不久前在香港的一次社交聚会中,我遇到了多年未见、已是满头华发的老友。

他和我一样,都是久居香港的外国人,也是一位先行者——在亚洲金融领域的很多方面都是先锋。他功成名就,备受尊重,是很多人眼中精明的商人。

我不知道他的准确年龄,但猜测应该是七十出头。

我问他近况如何,他的回答出乎意料,也让我兴味盎然。他公司的业绩依然坚挺,但他却自行卸下了很多参与重大商业决策的职责。原因呢?竟然是他意识到自己的判断力已大不如以前犀利,于是就把自我角色限制当成是风险管控的措施。他还说,在当今的商业环境中,有大群鲨鱼正虎视眈眈地准备愚弄、欺骗和“吃掉”你。

常识告诉我们,阅历丰富才能专业精湛、判断精准,对吧?可我朋友的说法却是,年龄能钝化人们做出某些商业决策的判断力。他并不害怕承认这个现实,这需要高度的自信和某种程度的勇气,令我十分钦佩。

插播一句,我朋友的健康状况非常良好!

闲聊中,朋友还分享了两段对他影响至深的经历。他家里有两位老者,都曾在事业上很有建树,眼下疾病缠身。他们曾收入颇丰,在过了正常退休年龄后仍坚持参与商业和投资决策。遗憾的是,在那些黄金年代,两人的投资决策出现了重大失误,最终只落得倾家荡产。朋友将此铭记于心,决意要避免类似恶果。

从中可见,人在退休前后应当减小对风险的胃口,因为错误的投资决策会导致灾难性的后果。合理限制老年人的唯一决策权有一定的道理。当然,前提是身边有完全可以信赖的人。

除了年老,生活中还会遇到其他需要当心商业和投资决策的情况,一是大悲,一是大病。

在这个例子中,常识需要某些限定。决策力的健康并不会按直线发展,就像身体健康一样也会出现波动,值得关注。

当那一刻来临时,能够优雅地承认现实,并将更多的权利委托给他人至关重要,否则将会付出高昂的代价。

Are You Fit to Make Big Decisions?

Not long ago I was at a social gathering in Hong Kong and bumped into a grey-haired old friend I hadn’t seen in quite a while.

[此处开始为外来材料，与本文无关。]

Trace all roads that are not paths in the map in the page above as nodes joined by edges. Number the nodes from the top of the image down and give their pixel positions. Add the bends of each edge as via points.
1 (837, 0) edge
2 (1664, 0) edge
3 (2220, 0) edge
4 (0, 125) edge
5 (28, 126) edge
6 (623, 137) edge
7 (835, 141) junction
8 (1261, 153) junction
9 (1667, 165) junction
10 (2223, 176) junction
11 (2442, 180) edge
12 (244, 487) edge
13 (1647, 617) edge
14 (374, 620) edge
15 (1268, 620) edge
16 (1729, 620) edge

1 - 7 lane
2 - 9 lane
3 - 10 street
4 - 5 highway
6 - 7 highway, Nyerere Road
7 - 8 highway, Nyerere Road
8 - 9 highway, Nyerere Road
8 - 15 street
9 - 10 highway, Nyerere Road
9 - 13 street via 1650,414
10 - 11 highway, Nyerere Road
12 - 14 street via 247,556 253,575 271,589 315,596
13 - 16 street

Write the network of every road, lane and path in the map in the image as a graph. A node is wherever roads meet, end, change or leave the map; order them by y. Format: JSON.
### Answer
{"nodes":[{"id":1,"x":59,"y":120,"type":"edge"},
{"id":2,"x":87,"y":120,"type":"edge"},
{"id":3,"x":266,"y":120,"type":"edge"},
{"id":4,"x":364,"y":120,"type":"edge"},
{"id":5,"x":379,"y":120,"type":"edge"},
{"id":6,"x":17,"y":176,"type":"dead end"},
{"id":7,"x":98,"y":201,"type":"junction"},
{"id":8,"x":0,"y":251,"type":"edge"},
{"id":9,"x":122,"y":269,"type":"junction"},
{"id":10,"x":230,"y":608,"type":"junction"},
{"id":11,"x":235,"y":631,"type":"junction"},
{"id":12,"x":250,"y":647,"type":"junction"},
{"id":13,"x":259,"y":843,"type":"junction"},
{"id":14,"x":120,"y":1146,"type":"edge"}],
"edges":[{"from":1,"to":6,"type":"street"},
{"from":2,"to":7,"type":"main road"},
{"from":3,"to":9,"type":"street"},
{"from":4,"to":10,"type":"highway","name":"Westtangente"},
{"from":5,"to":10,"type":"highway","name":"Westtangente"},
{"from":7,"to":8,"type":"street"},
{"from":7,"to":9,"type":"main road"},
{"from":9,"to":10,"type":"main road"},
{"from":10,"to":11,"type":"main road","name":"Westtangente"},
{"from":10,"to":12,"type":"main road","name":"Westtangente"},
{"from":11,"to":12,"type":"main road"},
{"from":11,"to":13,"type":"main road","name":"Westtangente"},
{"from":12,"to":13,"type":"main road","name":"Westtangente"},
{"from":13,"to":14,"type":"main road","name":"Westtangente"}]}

Like me, he’s a long-term resident of Hong Kong, and a foreigner. He was an early player – in many respects a pioneer – in one part of the financial sector in Asia, and very successful. He has a fine reputation, well respected, widely considered a very smart businessman, etc.

I don’t know his exact age, but I’m guessing he’d be in his early to mid-70s.

I asked him what he’s been up to, and part of his answer surprised me and struck me as very interesting. His company is still going strong, but he has sharply curtailed his own role in making big business decisions. Why? Because he reckons his judgment is not as sharp as it used to be, so he limits his role, as a risk management measure. He also mentioned that in today’s business environment, there are abundant sharks ready to fool, cheat, or “eat” you.

Common sense would tell us that abundant experience should yield expertise and exceptionally good judgment, right? Yet my friend suggests that age can also dull one’s ability to make certain types of business decisions. He is not afraid to admit that fact, which takes a high degree of self-confidence and a certain amount of courage. I respect him for that.

He is in perfectly good health, by the way.

As we talked, my friend shared two experiences which impacted him deeply. He had two older family members, both now deceased, who were also very successful in business during their careers. Both made fortunes, and both continued their involvement in business and investment decision-making well past the normal retirement age. Unfortunately, during those golden years, both of them made disastrously bad investment decisions and lost everything. My friend took this to heart and decided he would avoid the risk of a similar bad outcome.

I think one moral of the story is that one’s appetite for risk should be tempered in the years before and after retirement, because the consequences of a bad investment decision can be catastrophic. It also makes sense to establish sensible limits around the scope of one’s sole decision-making in advanced years. This of course presupposes that there will be people nearby in whom you trust.

Apart from old age, there are other circumstances which can crop up in life, in which great care should be exercised with regard to business and investment decision-making. One is profound grief, and another is life-threatening illness.

This is one instance where common sense needs some qualification. Our fitness for decision-making does not progress in a straight linear fashion. Like physical fitness, there are ups and downs along the road, which are worth paying attention to.

When the time comes, it’s important to be able to admit that reality gracefully, and delegate more authority to others. Failure to do so could prove very costly.